George Russell and Alex Albon have backed Fernando Alonso’s continued call for an increase to the amount of pre-season testing available to Formula 1 drivers.
In 2023, pre-season testing was cut to just three days of running from six in 2022, leaving opportunities to run contemporary machinery limited in-season.
With the F1 calendar now boasting a record-breaking 24 races in 2024, teams are only able to run their current cars at two 200km private filming days per season. Pirelli tyre tests also offer limited running, albeit under strict rules and limitations imposed by the sole tyre provider.
Winter testing, therefore, is the only real opportunity for teams to gather data on their new challengers having spent millions of dollars and many months creating the machines seen on track this week.
But with teams only allowed to run one car throughout the three-day test at the Bahrain International Circuit, each of the twenty drivers will only have had one-and-a-half days behind the wheel before the first race weekend in a week.
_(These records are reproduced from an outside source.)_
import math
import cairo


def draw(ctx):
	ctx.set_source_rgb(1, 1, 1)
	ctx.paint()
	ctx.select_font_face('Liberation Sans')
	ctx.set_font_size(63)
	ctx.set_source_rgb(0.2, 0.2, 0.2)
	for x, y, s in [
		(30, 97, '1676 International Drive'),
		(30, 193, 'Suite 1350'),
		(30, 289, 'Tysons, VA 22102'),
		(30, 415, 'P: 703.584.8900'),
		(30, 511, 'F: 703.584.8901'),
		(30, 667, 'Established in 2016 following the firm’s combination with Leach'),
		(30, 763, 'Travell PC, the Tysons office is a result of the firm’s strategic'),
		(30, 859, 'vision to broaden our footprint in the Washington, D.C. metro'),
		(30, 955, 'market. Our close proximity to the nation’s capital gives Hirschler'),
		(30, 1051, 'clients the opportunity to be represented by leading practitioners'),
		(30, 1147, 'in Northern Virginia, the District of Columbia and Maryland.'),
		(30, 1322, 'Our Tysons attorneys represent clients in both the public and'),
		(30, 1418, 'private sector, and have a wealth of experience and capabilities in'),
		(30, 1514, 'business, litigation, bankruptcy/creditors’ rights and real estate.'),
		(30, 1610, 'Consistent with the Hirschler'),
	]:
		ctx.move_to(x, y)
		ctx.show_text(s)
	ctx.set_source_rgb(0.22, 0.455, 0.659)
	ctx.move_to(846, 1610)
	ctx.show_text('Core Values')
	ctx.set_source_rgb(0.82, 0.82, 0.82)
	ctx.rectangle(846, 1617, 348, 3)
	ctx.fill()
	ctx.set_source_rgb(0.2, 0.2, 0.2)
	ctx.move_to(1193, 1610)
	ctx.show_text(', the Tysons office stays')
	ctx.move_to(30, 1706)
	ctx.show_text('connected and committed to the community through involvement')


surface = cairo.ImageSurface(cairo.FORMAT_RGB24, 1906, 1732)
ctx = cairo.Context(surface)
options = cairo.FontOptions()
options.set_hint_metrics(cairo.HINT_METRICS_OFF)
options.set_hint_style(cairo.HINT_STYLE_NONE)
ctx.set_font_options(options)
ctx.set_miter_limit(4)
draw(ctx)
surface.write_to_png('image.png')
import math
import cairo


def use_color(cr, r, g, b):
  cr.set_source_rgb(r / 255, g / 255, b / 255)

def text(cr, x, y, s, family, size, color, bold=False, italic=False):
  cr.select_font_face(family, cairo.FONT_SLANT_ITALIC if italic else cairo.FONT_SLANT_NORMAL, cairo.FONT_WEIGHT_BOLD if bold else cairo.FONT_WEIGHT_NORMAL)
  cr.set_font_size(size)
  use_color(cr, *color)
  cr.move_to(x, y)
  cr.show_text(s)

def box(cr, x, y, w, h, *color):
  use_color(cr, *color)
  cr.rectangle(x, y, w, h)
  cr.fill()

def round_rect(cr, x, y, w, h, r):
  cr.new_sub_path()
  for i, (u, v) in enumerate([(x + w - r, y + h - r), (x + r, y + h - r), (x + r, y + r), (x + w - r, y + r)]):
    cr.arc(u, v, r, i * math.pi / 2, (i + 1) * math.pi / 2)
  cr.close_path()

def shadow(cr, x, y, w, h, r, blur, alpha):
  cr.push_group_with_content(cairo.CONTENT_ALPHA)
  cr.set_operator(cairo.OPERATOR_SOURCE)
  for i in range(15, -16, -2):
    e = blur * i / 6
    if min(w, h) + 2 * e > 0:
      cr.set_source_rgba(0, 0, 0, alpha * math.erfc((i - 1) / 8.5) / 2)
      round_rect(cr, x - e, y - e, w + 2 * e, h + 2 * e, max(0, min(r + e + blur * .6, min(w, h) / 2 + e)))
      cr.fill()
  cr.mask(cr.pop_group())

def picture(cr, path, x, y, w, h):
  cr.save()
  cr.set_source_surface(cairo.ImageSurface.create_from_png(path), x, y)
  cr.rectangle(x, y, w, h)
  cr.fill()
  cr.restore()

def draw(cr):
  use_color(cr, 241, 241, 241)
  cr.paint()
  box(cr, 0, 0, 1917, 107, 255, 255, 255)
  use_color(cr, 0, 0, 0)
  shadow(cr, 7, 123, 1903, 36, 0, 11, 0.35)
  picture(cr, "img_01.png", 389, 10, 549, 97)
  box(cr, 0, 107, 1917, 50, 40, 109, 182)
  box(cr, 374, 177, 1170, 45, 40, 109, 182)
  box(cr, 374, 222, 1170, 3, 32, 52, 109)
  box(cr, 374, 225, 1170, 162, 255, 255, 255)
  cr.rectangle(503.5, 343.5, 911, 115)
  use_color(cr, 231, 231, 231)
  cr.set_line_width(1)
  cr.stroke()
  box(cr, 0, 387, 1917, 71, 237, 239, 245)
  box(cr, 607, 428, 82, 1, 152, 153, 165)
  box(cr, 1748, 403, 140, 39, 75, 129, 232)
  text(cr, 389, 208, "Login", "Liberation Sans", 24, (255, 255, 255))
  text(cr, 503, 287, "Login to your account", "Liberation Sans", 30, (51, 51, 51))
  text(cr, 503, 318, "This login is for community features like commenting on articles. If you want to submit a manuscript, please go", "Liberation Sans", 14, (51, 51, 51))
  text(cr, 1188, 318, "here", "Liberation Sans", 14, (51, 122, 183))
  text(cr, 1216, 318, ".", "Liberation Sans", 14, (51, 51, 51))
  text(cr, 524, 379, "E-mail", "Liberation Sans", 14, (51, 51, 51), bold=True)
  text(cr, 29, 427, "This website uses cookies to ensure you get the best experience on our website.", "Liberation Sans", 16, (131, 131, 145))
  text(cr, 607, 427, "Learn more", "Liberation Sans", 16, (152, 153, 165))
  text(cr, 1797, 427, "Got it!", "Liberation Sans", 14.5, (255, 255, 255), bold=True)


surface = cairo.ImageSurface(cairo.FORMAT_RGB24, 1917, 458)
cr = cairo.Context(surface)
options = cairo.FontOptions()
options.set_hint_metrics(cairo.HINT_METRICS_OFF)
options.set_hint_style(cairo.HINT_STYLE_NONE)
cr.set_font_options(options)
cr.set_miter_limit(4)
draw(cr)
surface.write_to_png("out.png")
At the launch of Aston Martin’s AMR24, Alonso branded the current arrangement as “unfair” given the considerable investment teams have made in their bid to compete.
For some, the already limited time was cut shorter when a red flag was flown during both the second and third days for a loose drain cover, restricting running even further.
“It’s difficult to understand how we can have one day and a half each driver, which is going to be one day and a quarter now after this morning, to prepare for [our] World Championship,” the Aston Martin driver told the media having lost out on track time due to Thursday morning’s stoppage.
“In football or tennis you change the racket and the balls and everything before a tournament or before a season and you let the players test all the equipment one day before a Grand Slam. And we are talking in the most sophisticated sport and 200 million budget per team a year and things like that so it seemed all ridiculous.”
Asked for a response to the Spaniard, Mercedes driver and director of the Grand Prix Drivers’ Association George Russell added: “: I think if it’s a silky smooth test and that one and a half days each is just the absolute minimum.
“But you look at what happened this morning and the drivers who lost out, it is a big disadvantage every single lap you get.
“It’s hugely valuable. The cars are more complex than ever. The tyres are extremely challenging. The cars are becoming more and more sophisticated.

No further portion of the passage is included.